Collected data entries:
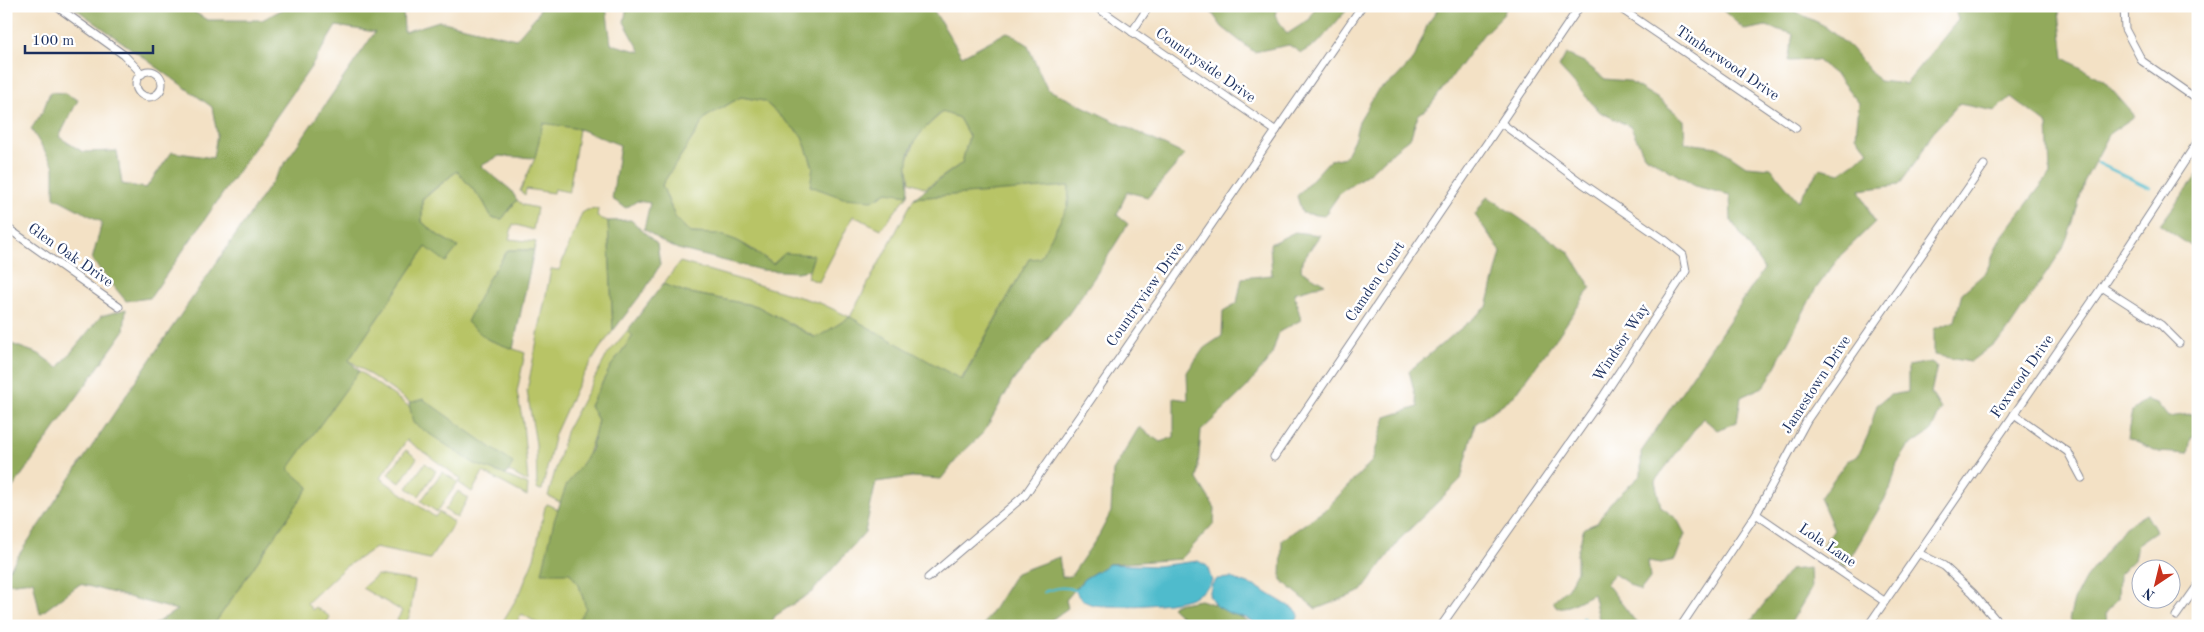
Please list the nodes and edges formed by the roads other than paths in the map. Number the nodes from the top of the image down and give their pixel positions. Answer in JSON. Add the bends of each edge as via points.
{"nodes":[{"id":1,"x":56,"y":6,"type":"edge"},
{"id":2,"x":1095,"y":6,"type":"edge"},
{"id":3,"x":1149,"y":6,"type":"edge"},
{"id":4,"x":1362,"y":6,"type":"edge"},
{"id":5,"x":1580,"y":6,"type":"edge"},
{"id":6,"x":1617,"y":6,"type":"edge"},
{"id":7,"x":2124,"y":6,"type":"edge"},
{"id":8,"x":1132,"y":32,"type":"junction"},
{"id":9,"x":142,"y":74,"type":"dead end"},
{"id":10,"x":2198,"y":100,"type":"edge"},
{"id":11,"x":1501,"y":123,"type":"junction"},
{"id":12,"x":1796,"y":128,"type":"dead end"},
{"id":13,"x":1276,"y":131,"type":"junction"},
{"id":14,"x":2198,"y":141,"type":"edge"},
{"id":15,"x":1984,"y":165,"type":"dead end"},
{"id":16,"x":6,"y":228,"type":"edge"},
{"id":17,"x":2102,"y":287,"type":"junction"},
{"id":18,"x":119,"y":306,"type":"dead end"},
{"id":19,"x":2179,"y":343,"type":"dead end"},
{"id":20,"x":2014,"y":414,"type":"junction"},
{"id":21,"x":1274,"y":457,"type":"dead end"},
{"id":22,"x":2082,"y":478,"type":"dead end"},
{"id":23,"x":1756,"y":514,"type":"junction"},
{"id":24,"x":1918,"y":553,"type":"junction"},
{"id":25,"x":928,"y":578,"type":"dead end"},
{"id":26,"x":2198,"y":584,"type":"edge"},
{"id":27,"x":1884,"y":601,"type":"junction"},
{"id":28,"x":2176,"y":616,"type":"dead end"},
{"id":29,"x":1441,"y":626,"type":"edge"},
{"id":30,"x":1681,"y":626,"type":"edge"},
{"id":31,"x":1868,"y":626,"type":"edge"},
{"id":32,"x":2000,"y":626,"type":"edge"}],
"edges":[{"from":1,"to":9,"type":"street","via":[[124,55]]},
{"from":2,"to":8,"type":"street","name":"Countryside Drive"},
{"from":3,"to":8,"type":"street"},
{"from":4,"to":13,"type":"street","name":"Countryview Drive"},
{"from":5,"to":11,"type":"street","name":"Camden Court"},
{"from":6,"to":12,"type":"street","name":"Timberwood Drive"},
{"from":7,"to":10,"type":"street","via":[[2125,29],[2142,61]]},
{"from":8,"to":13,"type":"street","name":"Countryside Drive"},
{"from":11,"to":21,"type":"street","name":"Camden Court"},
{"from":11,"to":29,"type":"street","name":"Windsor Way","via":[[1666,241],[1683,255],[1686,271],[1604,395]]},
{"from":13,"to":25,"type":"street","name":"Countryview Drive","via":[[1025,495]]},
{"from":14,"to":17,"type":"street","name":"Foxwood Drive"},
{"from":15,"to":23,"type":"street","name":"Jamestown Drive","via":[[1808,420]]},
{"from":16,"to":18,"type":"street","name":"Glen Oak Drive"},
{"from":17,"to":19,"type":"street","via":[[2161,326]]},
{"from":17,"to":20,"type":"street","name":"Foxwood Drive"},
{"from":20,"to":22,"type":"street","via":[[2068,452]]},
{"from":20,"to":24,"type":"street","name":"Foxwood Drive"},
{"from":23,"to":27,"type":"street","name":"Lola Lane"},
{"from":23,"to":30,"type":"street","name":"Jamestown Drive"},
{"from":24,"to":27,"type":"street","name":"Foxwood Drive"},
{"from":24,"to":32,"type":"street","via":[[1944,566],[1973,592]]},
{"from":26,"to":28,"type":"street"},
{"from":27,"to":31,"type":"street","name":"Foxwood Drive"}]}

* Exercise *
One exact copy of the data is required, and it should hold no pictures.

* Task response *
Please list the nodes and edges formed by the roads other than paths in the map. Number the nodes from the top of the image down and give their pixel positions. Answer in JSON. Add the bends of each edge as via points.
{"nodes":[{"id":1,"x":56,"y":6,"type":"edge"},
{"id":2,"x":1095,"y":6,"type":"edge"},
{"id":3,"x":1149,"y":6,"type":"edge"},
{"id":4,"x":1362,"y":6,"type":"edge"},
{"id":5,"x":1580,"y":6,"type":"edge"},
{"id":6,"x":1617,"y":6,"type":"edge"},
{"id":7,"x":2124,"y":6,"type":"edge"},
{"id":8,"x":1132,"y":32,"type":"junction"},
{"id":9,"x":142,"y":74,"type":"dead end"},
{"id":10,"x":2198,"y":100,"type":"edge"},
{"id":11,"x":1501,"y":123,"type":"junction"},
{"id":12,"x":1796,"y":128,"type":"dead end"},
{"id":13,"x":1276,"y":131,"type":"junction"},
{"id":14,"x":2198,"y":141,"type":"edge"},
{"id":15,"x":1984,"y":165,"type":"dead end"},
{"id":16,"x":6,"y":228,"type":"edge"},
{"id":17,"x":2102,"y":287,"type":"junction"},
{"id":18,"x":119,"y":306,"type":"dead end"},
{"id":19,"x":2179,"y":343,"type":"dead end"},
{"id":20,"x":2014,"y":414,"type":"junction"},
{"id":21,"x":1274,"y":457,"type":"dead end"},
{"id":22,"x":2082,"y":478,"type":"dead end"},
{"id":23,"x":1756,"y":514,"type":"junction"},
{"id":24,"x":1918,"y":553,"type":"junction"},
{"id":25,"x":928,"y":578,"type":"dead end"},
{"id":26,"x":2198,"y":584,"type":"edge"},
{"id":27,"x":1884,"y":601,"type":"junction"},
{"id":28,"x":2176,"y":616,"type":"dead end"},
{"id":29,"x":1441,"y":626,"type":"edge"},
{"id":30,"x":1681,"y":626,"type":"edge"},
{"id":31,"x":1868,"y":626,"type":"edge"},
{"id":32,"x":2000,"y":626,"type":"edge"}],
"edges":[{"from":1,"to":9,"type":"street","via":[[124,55]]},
{"from":2,"to":8,"type":"street","name":"Countryside Drive"},
{"from":3,"to":8,"type":"street"},
{"from":4,"to":13,"type":"street","name":"Countryview Drive"},
{"from":5,"to":11,"type":"street","name":"Camden Court"},
{"from":6,"to":12,"type":"street","name":"Timberwood Drive"},
{"from":7,"to":10,"type":"street","via":[[2125,29],[2142,61]]},
{"from":8,"to":13,"type":"street","name":"Countryside Drive"},
{"from":11,"to":21,"type":"street","name":"Camden Court"},
{"from":11,"to":29,"type":"street","name":"Windsor Way","via":[[1666,241],[1683,255],[1686,271],[1604,395]]},
{"from":13,"to":25,"type":"street","name":"Countryview Drive","via":[[1025,495]]},
{"from":14,"to":17,"type":"street","name":"Foxwood Drive"},
{"from":15,"to":23,"type":"street","name":"Jamestown Drive","via":[[1808,420]]},
{"from":16,"to":18,"type":"street","name":"Glen Oak Drive"},
{"from":17,"to":19,"type":"street","via":[[2161,326]]},
{"from":17,"to":20,"type":"street","name":"Foxwood Drive"},
{"from":20,"to":22,"type":"street","via":[[2068,452]]},
{"from":20,"to":24,"type":"street","name":"Foxwood Drive"},
{"from":23,"to":27,"type":"street","name":"Lola Lane"},
{"from":23,"to":30,"type":"street","name":"Jamestown Drive"},
{"from":24,"to":27,"type":"street","name":"Foxwood Drive"},
{"from":24,"to":32,"type":"street","via":[[1944,566],[1973,592]]},
{"from":26,"to":28,"type":"street"},
{"from":27,"to":31,"type":"street","name":"Foxwood Drive"}]}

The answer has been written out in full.